GIVEN INFORMATION -
-- Opening Marker --

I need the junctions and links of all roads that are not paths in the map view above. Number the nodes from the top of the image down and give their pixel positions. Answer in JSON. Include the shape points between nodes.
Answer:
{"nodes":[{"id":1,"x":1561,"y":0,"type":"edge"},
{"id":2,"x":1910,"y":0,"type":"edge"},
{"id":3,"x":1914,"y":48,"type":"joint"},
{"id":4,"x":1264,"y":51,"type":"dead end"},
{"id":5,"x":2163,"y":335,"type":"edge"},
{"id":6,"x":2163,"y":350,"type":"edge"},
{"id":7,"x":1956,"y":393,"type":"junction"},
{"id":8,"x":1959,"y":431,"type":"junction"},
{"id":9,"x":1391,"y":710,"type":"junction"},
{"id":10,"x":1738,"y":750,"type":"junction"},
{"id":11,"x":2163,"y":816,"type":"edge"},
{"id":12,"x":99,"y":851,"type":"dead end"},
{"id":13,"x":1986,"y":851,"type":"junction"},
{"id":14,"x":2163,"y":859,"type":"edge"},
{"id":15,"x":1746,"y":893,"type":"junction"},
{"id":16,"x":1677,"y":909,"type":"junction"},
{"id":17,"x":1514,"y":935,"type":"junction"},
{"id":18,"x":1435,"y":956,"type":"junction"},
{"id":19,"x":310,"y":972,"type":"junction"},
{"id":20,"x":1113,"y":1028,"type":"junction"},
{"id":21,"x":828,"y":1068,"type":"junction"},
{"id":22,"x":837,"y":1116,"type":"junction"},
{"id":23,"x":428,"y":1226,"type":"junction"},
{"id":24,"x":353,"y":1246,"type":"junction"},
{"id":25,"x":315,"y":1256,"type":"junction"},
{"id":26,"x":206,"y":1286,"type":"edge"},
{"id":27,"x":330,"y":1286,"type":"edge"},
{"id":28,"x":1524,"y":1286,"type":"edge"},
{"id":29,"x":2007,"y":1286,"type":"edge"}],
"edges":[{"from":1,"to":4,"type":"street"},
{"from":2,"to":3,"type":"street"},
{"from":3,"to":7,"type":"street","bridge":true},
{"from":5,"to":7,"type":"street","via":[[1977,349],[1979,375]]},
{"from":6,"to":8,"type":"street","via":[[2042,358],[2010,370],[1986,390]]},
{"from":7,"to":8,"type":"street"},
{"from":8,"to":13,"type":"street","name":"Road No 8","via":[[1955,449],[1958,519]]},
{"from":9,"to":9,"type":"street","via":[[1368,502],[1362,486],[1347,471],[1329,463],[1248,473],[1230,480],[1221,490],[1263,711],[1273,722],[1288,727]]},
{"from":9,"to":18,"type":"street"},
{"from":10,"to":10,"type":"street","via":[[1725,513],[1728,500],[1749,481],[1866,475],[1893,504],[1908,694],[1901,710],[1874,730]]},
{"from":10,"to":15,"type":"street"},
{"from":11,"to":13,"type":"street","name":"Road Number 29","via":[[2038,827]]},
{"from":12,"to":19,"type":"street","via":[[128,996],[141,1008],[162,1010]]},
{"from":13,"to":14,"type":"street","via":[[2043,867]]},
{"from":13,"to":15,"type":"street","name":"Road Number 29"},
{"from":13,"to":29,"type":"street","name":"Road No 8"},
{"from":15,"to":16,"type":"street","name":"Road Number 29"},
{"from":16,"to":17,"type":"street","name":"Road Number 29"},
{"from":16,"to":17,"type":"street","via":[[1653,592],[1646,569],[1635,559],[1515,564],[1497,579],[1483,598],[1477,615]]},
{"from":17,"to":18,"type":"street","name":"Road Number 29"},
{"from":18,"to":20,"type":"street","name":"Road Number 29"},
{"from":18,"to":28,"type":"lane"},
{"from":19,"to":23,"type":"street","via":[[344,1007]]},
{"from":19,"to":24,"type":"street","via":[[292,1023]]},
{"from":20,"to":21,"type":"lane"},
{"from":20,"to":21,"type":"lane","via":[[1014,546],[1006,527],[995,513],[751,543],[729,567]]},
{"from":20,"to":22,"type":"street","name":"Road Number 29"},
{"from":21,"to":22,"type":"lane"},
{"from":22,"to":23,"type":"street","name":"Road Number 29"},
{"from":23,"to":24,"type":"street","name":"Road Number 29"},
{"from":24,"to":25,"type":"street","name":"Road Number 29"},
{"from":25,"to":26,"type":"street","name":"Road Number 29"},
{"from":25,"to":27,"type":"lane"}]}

-- Closing Marker --

Write the data from above out again, exactly.

ANSWER FOR THIS EXERCISE -
I need the junctions and links of all roads that are not paths in the map view above. Number the nodes from the top of the image down and give their pixel positions. Answer in JSON. Include the shape points between nodes.
Answer:
{"nodes":[{"id":1,"x":1561,"y":0,"type":"edge"},
{"id":2,"x":1910,"y":0,"type":"edge"},
{"id":3,"x":1914,"y":48,"type":"joint"},
{"id":4,"x":1264,"y":51,"type":"dead end"},
{"id":5,"x":2163,"y":335,"type":"edge"},
{"id":6,"x":2163,"y":350,"type":"edge"},
{"id":7,"x":1956,"y":393,"type":"junction"},
{"id":8,"x":1959,"y":431,"type":"junction"},
{"id":9,"x":1391,"y":710,"type":"junction"},
{"id":10,"x":1738,"y":750,"type":"junction"},
{"id":11,"x":2163,"y":816,"type":"edge"},
{"id":12,"x":99,"y":851,"type":"dead end"},
{"id":13,"x":1986,"y":851,"type":"junction"},
{"id":14,"x":2163,"y":859,"type":"edge"},
{"id":15,"x":1746,"y":893,"type":"junction"},
{"id":16,"x":1677,"y":909,"type":"junction"},
{"id":17,"x":1514,"y":935,"type":"junction"},
{"id":18,"x":1435,"y":956,"type":"junction"},
{"id":19,"x":310,"y":972,"type":"junction"},
{"id":20,"x":1113,"y":1028,"type":"junction"},
{"id":21,"x":828,"y":1068,"type":"junction"},
{"id":22,"x":837,"y":1116,"type":"junction"},
{"id":23,"x":428,"y":1226,"type":"junction"},
{"id":24,"x":353,"y":1246,"type":"junction"},
{"id":25,"x":315,"y":1256,"type":"junction"},
{"id":26,"x":206,"y":1286,"type":"edge"},
{"id":27,"x":330,"y":1286,"type":"edge"},
{"id":28,"x":1524,"y":1286,"type":"edge"},
{"id":29,"x":2007,"y":1286,"type":"edge"}],
"edges":[{"from":1,"to":4,"type":"street"},
{"from":2,"to":3,"type":"street"},
{"from":3,"to":7,"type":"street","bridge":true},
{"from":5,"to":7,"type":"street","via":[[1977,349],[1979,375]]},
{"from":6,"to":8,"type":"street","via":[[2042,358],[2010,370],[1986,390]]},
{"from":7,"to":8,"type":"street"},
{"from":8,"to":13,"type":"street","name":"Road No 8","via":[[1955,449],[1958,519]]},
{"from":9,"to":9,"type":"street","via":[[1368,502],[1362,486],[1347,471],[1329,463],[1248,473],[1230,480],[1221,490],[1263,711],[1273,722],[1288,727]]},
{"from":9,"to":18,"type":"street"},
{"from":10,"to":10,"type":"street","via":[[1725,513],[1728,500],[1749,481],[1866,475],[1893,504],[1908,694],[1901,710],[1874,730]]},
{"from":10,"to":15,"type":"street"},
{"from":11,"to":13,"type":"street","name":"Road Number 29","via":[[2038,827]]},
{"from":12,"to":19,"type":"street","via":[[128,996],[141,1008],[162,1010]]},
{"from":13,"to":14,"type":"street","via":[[2043,867]]},
{"from":13,"to":15,"type":"street","name":"Road Number 29"},
{"from":13,"to":29,"type":"street","name":"Road No 8"},
{"from":15,"to":16,"type":"street","name":"Road Number 29"},
{"from":16,"to":17,"type":"street","name":"Road Number 29"},
{"from":16,"to":17,"type":"street","via":[[1653,592],[1646,569],[1635,559],[1515,564],[1497,579],[1483,598],[1477,615]]},
{"from":17,"to":18,"type":"street","name":"Road Number 29"},
{"from":18,"to":20,"type":"street","name":"Road Number 29"},
{"from":18,"to":28,"type":"lane"},
{"from":19,"to":23,"type":"street","via":[[344,1007]]},
{"from":19,"to":24,"type":"street","via":[[292,1023]]},
{"from":20,"to":21,"type":"lane"},
{"from":20,"to":21,"type":"lane","via":[[1014,546],[1006,527],[995,513],[751,543],[729,567]]},
{"from":20,"to":22,"type":"street","name":"Road Number 29"},
{"from":21,"to":22,"type":"lane"},
{"from":22,"to":23,"type":"street","name":"Road Number 29"},
{"from":23,"to":24,"type":"street","name":"Road Number 29"},
{"from":24,"to":25,"type":"street","name":"Road Number 29"},
{"from":25,"to":26,"type":"street","name":"Road Number 29"},
{"from":25,"to":27,"type":"lane"}]}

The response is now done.